«Wenn er mich treffen möchte, bin ich dazu bereit. Bisher habe ich jedoch keinen Anruf erhalten», sagte Merz. «Wenn Deutschland etwas von uns will, dann erwarte ich, dass man sich meldet». Bei allfälligen Verhandlungen mit den USA über ein neues Doppelbesteuerungsabkommen will Merz Gegenforderungen stellen.

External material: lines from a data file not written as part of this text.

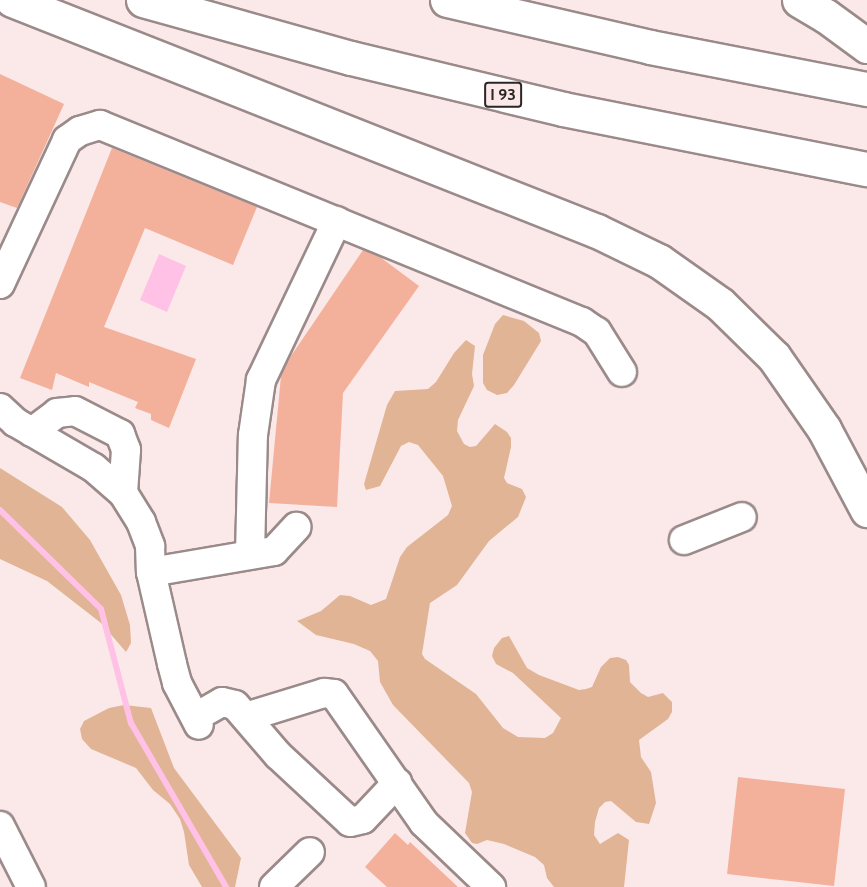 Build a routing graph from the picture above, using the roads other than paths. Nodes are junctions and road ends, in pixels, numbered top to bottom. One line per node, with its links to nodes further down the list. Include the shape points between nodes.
1 (12, 0): 14 (highway, via 597,231 659,261 720,304 774,357 824,429)
2 (143, 0): 7 (highway, I 93, via 341,55 563,109)
3 (447, 0): 6 (highway, via 650,47)
4 (799, 0): 5 (highway)
5 (867, 46)
6 (867, 89)
7 (867, 169)
8 (337, 221): 9 (street, via 100,125 80,131 68,140); 10 (street, via 591,326); 18 (street, via 261,380 253,435)
9 (0, 284)
10 (622, 372)
11 (0, 408): 12 (street)
12 (32, 432): 13 (street, via 94,468); 13 (street, via 57,413 75,411 120,434 126,450)
13 (123, 493): 19 (street, via 150,546)
14 (867, 510)
15 (742, 517): 17 (street)
16 (296, 527): 18 (street, via 274,550)
17 (684, 540)
18 (250, 554): 19 (street)
19 (151, 572): 20 (street, via 177,683 203,718 227,702 236,705)
20 (246, 717): 21 (street, via 332,693); 21 (street, via 274,751 348,821 361,820)
21 (397, 783): 26 (street, via 429,829)
22 (0, 826): 24 (street)
23 (310, 852): 25 (street)
24 (31, 887)
25 (274, 887)
26 (491, 887)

Diese könnten den US-Bundesstaat Delaware betreffen: «In Delaware kann man Konten auf einfachste Art eröffnen, das Prinzip ‹Kenne deinen Kunden› gilt nicht».
Positive Signale aus der EU
Diese Regelung entpreche sicher nicht internationalen Standards. «Wir können verlangen, dass auch die USA diese Standards einhalten. Andernfalls müssen wir uns Wege überlegen, mit denen wir auf eine legale Art und Weise anlagewilliges Kapital anziehen können.» Merz ist zudem zuversichtlich, dass die Schweiz nicht auf eine Schwarze Liste kommt: «Wir hören im Augenblick die positiven Signale aus der EU. Sie lassen vermuten, dass die G-20 die Schweiz auf keine schwarze Liste setzen wird.»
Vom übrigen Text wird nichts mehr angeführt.